SOURCE MATERIAL -
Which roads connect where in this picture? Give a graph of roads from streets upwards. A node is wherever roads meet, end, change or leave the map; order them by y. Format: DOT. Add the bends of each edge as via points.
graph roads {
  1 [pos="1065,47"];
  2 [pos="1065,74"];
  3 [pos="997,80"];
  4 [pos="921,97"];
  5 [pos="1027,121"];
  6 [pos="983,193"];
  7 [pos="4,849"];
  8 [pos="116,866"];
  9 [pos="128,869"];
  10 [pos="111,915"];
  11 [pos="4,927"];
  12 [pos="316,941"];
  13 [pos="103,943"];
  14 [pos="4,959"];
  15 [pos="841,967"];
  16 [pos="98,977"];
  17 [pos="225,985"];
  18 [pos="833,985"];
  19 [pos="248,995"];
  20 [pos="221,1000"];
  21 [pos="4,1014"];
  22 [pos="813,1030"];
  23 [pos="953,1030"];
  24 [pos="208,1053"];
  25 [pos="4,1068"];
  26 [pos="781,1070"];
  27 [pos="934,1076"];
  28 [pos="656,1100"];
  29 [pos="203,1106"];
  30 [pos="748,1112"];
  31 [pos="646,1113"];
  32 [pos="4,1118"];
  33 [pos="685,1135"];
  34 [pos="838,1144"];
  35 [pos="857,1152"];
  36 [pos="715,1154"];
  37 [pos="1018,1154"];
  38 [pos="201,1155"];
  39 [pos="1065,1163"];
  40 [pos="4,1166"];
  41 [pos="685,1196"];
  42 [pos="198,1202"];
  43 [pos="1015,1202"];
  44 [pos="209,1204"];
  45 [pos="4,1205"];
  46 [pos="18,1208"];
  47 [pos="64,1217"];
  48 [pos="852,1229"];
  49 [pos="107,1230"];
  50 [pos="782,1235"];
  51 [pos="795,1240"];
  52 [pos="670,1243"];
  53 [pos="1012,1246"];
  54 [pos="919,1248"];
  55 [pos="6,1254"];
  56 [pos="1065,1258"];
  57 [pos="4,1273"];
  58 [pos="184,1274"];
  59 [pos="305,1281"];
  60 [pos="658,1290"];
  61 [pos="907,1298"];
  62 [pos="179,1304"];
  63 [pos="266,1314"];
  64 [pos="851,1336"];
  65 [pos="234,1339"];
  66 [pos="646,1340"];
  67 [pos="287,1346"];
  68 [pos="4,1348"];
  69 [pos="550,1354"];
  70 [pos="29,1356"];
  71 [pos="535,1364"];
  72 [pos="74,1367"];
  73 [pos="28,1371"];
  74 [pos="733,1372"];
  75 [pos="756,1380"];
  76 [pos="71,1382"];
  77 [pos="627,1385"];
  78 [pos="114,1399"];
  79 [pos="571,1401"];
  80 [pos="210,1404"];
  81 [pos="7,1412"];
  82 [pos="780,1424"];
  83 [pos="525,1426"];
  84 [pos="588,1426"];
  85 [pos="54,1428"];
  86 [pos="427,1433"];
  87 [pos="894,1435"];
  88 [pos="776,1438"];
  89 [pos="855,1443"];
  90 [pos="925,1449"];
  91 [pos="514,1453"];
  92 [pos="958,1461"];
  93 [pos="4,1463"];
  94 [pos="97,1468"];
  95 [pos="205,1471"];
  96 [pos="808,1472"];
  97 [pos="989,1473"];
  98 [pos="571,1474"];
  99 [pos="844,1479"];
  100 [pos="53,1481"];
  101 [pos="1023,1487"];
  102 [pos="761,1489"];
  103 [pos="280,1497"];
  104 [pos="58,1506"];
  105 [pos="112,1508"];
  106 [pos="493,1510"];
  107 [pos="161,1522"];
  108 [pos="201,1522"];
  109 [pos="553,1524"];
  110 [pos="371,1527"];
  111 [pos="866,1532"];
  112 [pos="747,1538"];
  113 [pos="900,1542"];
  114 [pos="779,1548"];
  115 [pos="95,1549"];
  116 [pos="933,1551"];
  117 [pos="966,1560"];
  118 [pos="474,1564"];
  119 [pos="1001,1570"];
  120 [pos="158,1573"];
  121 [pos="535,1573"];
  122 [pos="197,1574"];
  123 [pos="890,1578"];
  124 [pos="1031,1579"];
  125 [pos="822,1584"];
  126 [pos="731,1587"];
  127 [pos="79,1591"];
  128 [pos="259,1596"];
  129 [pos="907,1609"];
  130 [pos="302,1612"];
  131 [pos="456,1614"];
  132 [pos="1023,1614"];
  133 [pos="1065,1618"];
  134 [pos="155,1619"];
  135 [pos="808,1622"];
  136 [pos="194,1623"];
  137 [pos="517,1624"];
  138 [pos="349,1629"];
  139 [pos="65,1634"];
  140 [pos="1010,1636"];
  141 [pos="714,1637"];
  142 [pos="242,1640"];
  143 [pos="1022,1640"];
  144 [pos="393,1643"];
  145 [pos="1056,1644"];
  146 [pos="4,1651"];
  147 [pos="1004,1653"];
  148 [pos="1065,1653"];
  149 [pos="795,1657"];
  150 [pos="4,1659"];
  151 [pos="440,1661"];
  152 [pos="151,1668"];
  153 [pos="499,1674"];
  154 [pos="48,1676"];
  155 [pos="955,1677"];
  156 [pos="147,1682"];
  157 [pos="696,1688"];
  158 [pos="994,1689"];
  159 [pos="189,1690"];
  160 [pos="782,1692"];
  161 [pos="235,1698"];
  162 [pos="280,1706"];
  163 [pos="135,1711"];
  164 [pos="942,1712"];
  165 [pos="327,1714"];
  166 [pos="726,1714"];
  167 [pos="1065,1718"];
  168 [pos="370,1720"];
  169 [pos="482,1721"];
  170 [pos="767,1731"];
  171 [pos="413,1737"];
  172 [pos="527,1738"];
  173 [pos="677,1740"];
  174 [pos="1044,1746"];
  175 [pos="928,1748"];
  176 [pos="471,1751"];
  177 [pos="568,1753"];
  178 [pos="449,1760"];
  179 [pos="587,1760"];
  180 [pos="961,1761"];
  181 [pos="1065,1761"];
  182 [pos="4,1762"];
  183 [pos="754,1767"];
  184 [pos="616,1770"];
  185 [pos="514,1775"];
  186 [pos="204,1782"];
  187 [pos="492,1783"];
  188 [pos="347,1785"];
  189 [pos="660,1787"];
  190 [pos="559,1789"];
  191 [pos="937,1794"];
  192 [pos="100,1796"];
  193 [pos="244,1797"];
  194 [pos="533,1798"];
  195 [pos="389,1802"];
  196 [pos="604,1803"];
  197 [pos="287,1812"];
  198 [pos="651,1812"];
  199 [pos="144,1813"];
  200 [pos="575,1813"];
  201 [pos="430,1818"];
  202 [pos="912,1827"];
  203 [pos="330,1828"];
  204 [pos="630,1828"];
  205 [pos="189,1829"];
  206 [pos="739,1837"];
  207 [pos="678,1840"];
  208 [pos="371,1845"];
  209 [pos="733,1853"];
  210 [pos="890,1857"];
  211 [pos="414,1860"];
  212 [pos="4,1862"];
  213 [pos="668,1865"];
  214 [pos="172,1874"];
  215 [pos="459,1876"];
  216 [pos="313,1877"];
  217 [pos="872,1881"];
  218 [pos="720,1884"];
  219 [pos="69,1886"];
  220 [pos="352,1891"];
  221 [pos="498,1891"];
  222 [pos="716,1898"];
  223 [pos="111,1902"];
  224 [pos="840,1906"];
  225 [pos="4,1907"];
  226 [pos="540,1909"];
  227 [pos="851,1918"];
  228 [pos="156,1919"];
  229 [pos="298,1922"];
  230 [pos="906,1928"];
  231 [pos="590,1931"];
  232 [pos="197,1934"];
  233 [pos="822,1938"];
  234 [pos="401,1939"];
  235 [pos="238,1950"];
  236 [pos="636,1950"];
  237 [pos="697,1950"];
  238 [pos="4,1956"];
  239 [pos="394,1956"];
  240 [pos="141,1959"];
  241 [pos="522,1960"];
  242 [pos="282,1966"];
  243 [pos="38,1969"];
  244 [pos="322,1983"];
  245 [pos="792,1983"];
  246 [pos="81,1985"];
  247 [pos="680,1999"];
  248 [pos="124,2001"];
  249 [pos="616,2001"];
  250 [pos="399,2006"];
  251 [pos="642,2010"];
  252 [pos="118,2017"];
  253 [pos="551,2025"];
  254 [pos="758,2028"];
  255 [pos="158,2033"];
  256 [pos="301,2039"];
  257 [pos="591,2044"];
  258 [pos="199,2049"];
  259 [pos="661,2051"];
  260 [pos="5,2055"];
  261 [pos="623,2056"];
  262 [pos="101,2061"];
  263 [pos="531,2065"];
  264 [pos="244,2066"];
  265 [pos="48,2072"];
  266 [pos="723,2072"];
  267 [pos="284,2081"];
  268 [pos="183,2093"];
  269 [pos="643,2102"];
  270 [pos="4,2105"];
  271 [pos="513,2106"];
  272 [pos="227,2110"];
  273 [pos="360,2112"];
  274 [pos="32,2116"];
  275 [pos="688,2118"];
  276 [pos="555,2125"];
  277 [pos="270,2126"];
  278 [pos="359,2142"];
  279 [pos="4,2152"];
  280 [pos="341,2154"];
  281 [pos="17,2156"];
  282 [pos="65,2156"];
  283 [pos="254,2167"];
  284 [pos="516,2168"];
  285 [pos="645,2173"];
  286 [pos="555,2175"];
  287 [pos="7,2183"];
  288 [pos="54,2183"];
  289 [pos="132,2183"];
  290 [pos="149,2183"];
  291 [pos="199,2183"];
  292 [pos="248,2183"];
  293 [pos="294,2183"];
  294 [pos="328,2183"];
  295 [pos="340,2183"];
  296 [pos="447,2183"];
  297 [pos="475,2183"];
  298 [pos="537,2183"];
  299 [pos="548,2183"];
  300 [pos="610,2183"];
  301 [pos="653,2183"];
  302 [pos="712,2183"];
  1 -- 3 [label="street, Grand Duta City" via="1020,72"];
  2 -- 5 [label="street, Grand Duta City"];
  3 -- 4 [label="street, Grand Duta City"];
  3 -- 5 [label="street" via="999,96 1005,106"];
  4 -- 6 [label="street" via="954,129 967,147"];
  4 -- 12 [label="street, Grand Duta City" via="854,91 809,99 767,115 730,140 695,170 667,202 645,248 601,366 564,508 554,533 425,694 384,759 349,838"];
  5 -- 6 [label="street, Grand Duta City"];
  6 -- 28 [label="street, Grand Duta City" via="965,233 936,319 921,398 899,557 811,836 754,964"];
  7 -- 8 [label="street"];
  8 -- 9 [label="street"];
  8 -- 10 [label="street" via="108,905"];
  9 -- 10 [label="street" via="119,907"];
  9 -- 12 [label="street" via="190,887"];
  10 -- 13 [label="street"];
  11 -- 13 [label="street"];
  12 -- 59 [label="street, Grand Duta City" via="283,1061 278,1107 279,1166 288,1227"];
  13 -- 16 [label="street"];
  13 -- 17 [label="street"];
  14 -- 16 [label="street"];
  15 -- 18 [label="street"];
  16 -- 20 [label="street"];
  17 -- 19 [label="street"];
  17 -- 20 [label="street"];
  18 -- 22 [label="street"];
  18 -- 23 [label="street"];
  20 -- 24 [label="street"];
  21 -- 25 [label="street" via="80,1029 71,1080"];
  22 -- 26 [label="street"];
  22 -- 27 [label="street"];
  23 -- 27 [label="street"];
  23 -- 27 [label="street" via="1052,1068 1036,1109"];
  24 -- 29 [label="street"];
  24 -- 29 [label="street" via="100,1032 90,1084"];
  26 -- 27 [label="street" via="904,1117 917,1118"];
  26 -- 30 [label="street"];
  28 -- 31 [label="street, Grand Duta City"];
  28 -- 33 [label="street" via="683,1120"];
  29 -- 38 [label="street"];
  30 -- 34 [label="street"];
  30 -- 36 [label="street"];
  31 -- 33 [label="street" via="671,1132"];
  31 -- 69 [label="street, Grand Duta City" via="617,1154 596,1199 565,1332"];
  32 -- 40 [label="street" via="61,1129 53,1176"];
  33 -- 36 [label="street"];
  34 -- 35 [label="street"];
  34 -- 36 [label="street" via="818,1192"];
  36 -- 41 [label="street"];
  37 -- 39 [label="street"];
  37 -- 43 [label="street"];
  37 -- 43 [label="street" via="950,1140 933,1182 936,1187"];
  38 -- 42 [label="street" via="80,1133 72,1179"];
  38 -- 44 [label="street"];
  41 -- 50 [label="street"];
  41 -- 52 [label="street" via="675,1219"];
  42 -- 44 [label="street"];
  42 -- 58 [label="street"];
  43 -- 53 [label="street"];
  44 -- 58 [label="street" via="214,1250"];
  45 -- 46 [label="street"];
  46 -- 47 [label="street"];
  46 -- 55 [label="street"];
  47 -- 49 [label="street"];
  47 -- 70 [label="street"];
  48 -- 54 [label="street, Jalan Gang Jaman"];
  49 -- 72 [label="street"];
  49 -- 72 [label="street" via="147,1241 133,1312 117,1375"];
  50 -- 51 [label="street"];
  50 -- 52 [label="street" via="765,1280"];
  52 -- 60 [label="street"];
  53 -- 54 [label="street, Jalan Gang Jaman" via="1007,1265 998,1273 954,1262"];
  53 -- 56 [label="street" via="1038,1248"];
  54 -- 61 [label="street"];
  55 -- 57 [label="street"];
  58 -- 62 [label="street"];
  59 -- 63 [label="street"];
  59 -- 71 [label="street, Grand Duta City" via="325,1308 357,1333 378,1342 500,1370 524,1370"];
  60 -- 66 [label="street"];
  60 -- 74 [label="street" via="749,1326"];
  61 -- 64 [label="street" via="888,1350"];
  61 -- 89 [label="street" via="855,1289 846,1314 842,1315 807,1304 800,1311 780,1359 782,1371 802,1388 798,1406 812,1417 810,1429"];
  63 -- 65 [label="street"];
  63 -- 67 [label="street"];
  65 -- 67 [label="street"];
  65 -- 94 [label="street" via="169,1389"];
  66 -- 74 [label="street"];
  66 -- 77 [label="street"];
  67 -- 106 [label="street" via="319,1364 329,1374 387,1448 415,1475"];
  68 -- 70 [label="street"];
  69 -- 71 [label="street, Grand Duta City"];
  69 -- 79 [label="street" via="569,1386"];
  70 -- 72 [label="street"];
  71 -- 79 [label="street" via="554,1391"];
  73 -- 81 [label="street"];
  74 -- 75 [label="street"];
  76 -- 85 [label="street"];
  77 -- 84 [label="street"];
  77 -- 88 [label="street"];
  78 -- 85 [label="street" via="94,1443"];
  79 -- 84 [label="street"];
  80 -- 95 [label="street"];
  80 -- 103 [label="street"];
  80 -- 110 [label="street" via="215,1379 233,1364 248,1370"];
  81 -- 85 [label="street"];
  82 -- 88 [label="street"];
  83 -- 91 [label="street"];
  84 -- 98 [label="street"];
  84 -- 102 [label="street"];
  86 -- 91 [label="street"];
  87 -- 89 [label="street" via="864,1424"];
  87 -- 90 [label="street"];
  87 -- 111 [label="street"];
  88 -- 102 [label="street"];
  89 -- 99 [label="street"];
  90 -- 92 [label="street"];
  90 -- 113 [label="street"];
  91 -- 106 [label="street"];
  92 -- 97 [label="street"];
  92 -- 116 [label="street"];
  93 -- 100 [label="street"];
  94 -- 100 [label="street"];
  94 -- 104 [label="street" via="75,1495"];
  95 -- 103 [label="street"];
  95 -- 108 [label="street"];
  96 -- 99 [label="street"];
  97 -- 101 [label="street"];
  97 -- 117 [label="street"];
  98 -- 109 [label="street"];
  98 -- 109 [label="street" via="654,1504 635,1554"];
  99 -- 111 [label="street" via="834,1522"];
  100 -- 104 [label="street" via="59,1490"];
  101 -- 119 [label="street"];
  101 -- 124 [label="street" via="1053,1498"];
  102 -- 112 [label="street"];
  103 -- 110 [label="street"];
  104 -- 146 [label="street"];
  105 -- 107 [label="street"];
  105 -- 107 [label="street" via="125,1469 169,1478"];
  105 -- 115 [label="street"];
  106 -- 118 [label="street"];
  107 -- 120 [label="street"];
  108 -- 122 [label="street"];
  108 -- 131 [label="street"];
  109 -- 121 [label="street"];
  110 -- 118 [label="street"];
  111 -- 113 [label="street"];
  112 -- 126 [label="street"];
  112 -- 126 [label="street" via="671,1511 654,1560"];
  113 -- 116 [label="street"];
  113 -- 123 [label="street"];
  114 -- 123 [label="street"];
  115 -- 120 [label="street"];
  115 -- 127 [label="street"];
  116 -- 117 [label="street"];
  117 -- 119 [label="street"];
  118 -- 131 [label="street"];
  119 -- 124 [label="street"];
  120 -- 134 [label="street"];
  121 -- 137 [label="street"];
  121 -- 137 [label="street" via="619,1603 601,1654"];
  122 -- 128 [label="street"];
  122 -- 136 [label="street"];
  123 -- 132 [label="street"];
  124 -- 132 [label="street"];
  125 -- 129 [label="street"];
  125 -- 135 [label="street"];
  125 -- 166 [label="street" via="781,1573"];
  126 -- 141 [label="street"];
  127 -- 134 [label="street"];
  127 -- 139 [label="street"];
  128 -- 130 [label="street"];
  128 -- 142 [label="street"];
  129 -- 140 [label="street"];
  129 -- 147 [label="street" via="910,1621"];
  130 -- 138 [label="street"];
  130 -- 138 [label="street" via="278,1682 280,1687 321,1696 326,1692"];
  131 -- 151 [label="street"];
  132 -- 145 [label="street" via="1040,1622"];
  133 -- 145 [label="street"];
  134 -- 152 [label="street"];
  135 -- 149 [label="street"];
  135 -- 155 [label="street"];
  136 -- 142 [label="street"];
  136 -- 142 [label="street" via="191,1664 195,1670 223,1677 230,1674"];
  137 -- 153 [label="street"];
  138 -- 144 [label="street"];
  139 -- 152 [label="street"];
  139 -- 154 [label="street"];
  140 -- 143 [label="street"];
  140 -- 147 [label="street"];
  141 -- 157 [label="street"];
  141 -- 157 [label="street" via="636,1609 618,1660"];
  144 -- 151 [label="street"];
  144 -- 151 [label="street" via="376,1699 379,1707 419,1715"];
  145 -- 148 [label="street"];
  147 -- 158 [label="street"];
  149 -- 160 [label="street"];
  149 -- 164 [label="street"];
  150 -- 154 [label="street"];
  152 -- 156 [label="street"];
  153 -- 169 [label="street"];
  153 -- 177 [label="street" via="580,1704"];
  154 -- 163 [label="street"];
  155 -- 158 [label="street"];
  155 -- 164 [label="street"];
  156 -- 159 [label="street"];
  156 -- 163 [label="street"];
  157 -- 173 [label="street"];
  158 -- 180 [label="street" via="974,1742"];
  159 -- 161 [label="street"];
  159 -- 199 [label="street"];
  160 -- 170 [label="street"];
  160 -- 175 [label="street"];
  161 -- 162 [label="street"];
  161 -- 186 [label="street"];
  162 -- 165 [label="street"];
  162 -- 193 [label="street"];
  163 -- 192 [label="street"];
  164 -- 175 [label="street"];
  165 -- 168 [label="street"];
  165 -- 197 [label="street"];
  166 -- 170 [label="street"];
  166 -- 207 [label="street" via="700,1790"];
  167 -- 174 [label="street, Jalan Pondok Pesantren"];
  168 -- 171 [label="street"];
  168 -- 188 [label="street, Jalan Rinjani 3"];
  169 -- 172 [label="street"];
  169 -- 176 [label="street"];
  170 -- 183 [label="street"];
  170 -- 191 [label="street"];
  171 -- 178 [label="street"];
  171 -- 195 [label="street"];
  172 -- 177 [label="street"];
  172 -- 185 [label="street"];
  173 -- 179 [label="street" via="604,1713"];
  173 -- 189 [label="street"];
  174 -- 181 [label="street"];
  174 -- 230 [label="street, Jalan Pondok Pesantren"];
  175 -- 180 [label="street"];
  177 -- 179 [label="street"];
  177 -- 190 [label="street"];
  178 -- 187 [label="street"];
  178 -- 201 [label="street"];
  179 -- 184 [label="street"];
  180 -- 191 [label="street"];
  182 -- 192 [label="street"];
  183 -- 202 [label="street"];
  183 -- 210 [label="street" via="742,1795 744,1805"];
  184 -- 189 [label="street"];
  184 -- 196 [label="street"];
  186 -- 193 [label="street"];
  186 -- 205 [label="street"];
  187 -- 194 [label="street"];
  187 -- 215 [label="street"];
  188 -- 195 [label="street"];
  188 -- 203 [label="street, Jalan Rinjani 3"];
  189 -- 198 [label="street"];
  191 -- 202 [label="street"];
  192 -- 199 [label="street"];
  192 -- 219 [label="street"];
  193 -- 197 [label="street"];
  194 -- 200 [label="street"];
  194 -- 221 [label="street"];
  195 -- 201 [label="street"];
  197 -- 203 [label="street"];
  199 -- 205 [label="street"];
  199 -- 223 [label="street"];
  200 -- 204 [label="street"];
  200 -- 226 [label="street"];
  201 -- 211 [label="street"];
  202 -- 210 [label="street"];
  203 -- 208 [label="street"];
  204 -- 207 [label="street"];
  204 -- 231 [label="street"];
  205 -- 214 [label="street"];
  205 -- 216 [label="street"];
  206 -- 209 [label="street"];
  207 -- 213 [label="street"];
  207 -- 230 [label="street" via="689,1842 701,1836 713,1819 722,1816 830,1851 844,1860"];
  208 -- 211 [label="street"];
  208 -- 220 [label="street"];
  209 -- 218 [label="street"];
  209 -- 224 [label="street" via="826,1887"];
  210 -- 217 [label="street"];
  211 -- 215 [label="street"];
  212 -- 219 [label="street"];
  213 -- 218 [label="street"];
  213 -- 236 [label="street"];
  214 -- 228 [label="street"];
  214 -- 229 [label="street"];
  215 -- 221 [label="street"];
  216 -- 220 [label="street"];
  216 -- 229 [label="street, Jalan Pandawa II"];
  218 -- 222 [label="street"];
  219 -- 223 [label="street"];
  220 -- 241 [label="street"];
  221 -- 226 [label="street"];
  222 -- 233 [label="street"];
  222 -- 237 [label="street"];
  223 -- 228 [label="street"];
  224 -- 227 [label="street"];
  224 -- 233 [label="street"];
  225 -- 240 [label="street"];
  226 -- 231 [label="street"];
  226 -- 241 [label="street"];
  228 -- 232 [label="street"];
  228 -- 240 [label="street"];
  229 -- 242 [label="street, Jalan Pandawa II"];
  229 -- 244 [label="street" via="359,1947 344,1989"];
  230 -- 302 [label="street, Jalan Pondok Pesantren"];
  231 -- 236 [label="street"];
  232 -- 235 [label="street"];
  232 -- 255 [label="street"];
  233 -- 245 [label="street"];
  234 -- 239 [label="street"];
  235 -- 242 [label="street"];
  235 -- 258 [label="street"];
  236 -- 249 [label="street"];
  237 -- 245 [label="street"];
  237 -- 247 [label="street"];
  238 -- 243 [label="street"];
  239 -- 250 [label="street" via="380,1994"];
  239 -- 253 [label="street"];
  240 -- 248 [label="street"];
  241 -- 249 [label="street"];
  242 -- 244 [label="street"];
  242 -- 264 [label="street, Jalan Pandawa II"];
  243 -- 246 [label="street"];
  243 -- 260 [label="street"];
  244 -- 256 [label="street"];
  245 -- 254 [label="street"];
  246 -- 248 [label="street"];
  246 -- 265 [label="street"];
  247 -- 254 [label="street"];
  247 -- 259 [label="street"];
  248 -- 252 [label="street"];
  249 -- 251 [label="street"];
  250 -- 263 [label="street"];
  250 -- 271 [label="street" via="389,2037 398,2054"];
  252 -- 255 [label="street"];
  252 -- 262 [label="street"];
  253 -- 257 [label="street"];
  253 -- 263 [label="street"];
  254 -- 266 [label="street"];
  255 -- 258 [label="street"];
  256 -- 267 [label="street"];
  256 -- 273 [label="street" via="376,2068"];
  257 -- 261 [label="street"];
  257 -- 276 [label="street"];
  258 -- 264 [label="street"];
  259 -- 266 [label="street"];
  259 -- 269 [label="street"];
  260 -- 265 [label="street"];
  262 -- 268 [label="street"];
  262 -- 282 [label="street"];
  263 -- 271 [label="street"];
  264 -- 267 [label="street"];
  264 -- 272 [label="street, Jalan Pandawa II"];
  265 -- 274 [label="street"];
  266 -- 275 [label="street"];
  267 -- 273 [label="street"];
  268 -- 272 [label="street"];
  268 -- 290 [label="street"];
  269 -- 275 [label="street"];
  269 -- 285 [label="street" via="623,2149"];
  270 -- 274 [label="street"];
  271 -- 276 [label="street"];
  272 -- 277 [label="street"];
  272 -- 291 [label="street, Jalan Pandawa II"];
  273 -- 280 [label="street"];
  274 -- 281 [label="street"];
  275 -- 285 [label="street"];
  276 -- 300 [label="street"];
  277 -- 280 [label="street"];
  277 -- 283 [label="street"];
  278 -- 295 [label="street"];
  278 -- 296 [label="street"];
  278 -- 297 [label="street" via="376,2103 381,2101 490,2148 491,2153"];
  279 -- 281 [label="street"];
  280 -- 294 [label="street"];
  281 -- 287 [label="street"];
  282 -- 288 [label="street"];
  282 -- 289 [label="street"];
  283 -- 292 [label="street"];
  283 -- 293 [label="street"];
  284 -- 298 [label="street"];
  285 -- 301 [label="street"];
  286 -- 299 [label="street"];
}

EXERCISE -
Look through the data above and return each line where the string "Pesantren" occurs.

ANSWER SPACE -
  167 -- 174 [label="street, Jalan Pondok Pesantren"];
  174 -- 230 [label="street, Jalan Pondok Pesantren"];
  230 -- 302 [label="street, Jalan Pondok Pesantren"];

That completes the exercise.